Your goal: Go over the data and keep only the lines that include "down".

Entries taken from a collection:
------------------------
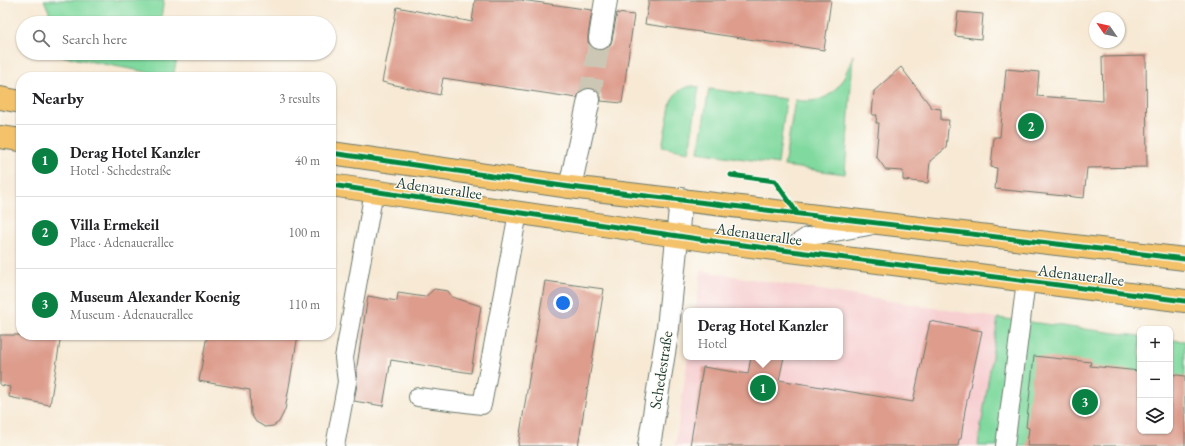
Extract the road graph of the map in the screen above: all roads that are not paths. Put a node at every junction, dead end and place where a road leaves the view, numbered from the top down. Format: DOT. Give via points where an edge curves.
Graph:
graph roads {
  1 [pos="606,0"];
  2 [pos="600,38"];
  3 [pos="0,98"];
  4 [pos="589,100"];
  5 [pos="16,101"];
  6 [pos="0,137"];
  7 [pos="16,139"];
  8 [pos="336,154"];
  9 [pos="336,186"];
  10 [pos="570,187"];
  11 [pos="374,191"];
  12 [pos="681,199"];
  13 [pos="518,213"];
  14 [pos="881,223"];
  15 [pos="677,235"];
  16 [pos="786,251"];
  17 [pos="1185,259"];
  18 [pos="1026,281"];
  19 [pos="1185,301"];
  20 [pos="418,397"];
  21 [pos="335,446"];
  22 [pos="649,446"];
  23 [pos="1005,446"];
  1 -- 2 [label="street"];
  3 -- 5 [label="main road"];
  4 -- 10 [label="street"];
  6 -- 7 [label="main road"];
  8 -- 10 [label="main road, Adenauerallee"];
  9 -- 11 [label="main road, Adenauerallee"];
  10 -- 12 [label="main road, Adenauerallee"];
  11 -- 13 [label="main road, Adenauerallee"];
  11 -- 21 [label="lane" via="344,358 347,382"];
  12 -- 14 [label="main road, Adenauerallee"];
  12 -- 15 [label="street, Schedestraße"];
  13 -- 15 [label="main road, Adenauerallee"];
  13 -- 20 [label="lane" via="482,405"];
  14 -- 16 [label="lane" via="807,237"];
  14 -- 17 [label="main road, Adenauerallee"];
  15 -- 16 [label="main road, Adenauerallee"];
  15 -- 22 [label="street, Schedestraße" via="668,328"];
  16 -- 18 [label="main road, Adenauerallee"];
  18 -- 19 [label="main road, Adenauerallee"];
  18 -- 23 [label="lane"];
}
------------------------
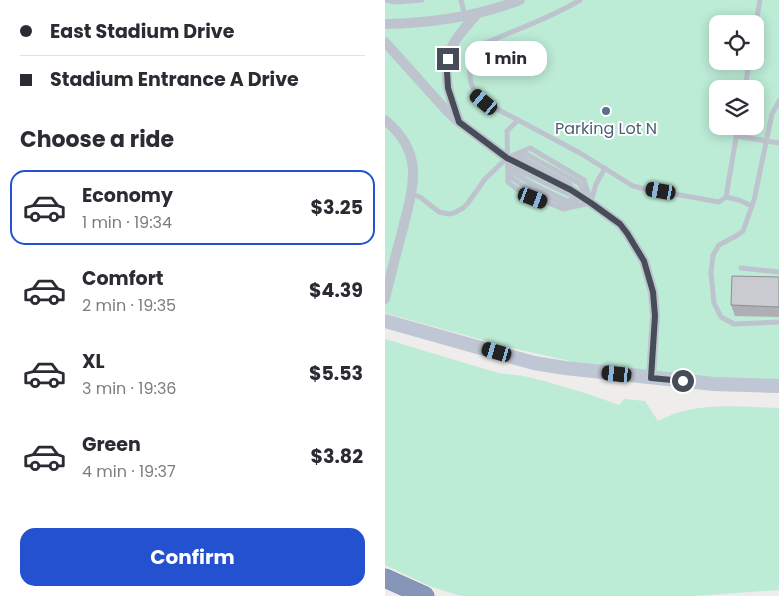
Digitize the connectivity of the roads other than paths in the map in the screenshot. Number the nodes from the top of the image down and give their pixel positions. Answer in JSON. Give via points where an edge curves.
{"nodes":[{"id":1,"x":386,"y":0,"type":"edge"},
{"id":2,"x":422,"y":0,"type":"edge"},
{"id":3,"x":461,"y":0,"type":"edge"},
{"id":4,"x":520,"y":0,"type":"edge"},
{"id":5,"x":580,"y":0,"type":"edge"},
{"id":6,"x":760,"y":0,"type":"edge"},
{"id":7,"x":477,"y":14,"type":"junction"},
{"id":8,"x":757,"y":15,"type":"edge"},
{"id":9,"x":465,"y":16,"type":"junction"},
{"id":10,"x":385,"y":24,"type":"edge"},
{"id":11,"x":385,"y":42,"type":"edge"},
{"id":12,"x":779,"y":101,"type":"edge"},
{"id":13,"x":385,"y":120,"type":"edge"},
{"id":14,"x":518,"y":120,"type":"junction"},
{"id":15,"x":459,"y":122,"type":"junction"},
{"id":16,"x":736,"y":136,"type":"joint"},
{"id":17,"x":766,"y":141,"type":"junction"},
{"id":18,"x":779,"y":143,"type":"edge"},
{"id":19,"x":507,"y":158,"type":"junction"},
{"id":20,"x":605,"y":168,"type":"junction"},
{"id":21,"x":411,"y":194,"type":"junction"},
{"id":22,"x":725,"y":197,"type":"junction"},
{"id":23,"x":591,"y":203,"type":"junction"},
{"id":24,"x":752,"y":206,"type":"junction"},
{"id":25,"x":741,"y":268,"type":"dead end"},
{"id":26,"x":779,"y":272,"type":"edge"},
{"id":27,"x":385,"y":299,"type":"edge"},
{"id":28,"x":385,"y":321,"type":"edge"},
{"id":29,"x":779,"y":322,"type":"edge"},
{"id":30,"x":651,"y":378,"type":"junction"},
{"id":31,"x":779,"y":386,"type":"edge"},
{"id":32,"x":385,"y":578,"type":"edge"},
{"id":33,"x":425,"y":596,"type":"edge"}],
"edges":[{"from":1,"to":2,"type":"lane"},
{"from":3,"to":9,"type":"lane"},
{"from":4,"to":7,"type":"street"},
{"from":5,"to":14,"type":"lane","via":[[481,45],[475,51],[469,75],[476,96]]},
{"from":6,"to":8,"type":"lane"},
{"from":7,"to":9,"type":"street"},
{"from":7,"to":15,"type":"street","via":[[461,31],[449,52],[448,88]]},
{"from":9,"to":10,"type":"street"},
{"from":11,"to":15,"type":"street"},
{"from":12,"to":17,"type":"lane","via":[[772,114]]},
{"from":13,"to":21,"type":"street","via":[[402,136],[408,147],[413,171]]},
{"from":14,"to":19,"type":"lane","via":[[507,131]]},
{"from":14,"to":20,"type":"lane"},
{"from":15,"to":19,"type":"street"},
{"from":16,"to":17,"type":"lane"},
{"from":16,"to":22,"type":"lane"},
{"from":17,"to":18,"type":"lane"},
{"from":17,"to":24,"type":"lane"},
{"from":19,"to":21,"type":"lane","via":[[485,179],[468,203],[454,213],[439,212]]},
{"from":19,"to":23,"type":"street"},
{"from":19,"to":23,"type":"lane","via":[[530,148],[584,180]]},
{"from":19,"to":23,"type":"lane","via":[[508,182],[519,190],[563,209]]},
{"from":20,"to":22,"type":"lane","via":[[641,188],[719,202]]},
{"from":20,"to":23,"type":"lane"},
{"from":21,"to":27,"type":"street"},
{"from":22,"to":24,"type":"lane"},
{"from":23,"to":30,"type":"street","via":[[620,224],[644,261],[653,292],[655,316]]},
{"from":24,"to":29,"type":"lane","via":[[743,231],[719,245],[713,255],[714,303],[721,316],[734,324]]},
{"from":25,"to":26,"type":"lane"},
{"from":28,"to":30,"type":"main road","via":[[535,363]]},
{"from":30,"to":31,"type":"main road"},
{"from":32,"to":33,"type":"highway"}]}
------------------------
Task solution:
Extract the road graph of the map in the screen above: all roads that are not paths. Put a node at every junction, dead end and place where a road leaves the view, numbered from the top down. Format: DOT. Give via points where an edge curves.
Digitize the connectivity of the roads other than paths in the map in the screenshot. Number the nodes from the top of the image down and give their pixel positions. Answer in JSON. Give via points where an edge curves.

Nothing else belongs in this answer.